United States Court of Appeals Fourth Circuit.
Argued Oct. 5, 1967.
Decided Nov. 7, 1967, Certiorari Denied March 4, 1968, See
88 S.Ct. 1038.
John E. Hall, North Wilkesboro, N.C., and T. R. Bryan, Wilkesboro, N.C. (McElwee & Hall, North Wilkesboro, N.C., on brief), for appellant.
William H. Murdock, U.S. Atty. (H. Marshall Simpson, Asst. U.S. Atty., on brief), for appellee.
Before BOREMAN, CRAVEN and BUTZNER, Circuit Judges.
BOREMAN, Circuit Judge:
Carl Dean Cothren was tried before the court without a jury and convicted on both counts of a two-count indictment charging him with removing, concealing, and possessing non-tax paid whiskey in violation of 26 U.S.C. 5205(a)(2), 5601(a)(12) and 5604(a)(1). On appeal, he challenges the legality of his arrest and the subsequent search for and seizure of the contraband whiskey which provided the evidence on which his conviction was based. We affirm.
Pursuant to information received from one who previously had furnished information which proved reliable, agents of the Alcohol and Tobacco Tax Division of the United States Treasury Department placed under surveillance a house which their informant advised them contained a cache of illegal whiskey. The house belonged to Cothren and his wife, but apparently was used by them only as a week-end retreat. On one occasion during their day-long observation, one of the agents, on moving closer to the house, detected the odor of illicit whiskey emanating from the basement. Later the same day, while still concealed in their hiding place, the agents observed the activities of several persons who drove up to the house, entered the basement and reappeared with cans which they loaded into their vehicles. Judging by the ease with which they were carried, the containers appeared to the agents to be empty. The agents also recognized Cothren as one of the parties removing the cans. Cothren, who was known to the agents personally, had a local reputation as a dealer in illicit whiskey.

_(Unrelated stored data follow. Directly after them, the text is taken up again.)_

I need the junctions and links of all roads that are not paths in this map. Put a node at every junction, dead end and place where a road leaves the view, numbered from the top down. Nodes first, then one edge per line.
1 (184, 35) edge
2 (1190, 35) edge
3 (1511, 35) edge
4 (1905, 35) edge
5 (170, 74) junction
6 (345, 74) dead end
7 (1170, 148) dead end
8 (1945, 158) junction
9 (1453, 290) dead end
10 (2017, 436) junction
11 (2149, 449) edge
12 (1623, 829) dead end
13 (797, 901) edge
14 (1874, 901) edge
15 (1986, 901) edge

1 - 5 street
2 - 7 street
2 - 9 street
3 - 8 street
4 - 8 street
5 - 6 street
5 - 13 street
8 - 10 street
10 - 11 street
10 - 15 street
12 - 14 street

Later, at about eleven o'clock that evening, accompanied by another party, Cothren returned to the house and again parked his automobile near the basement entrance. The two men entered the basement and shortly thereafter reappeared carrying plastic judgs which they loaded into the trunk of the automobile. The agents watched them make several trips and observed that the jugs were of a variety quite generally used in the illicit whiskey business in that area.1 Thus the information which they had received was corroborated. At that point the agents approached the house, saw the two men through the open basement door and placed them under arrest as they were about to leave the basement with another load of jugs in their arms. Again, the odor of illicit whiskey permeated the immediate area of the basement entrance. The agents then took possession of the jugs which had already been placed in the trunk of the automobile and proceeded to search the basement where they found the remainder of the cache of illicit whiskey of which their informant had advised them. The jugs in the automobile were likewise found to contain nontaxpaid whiskey.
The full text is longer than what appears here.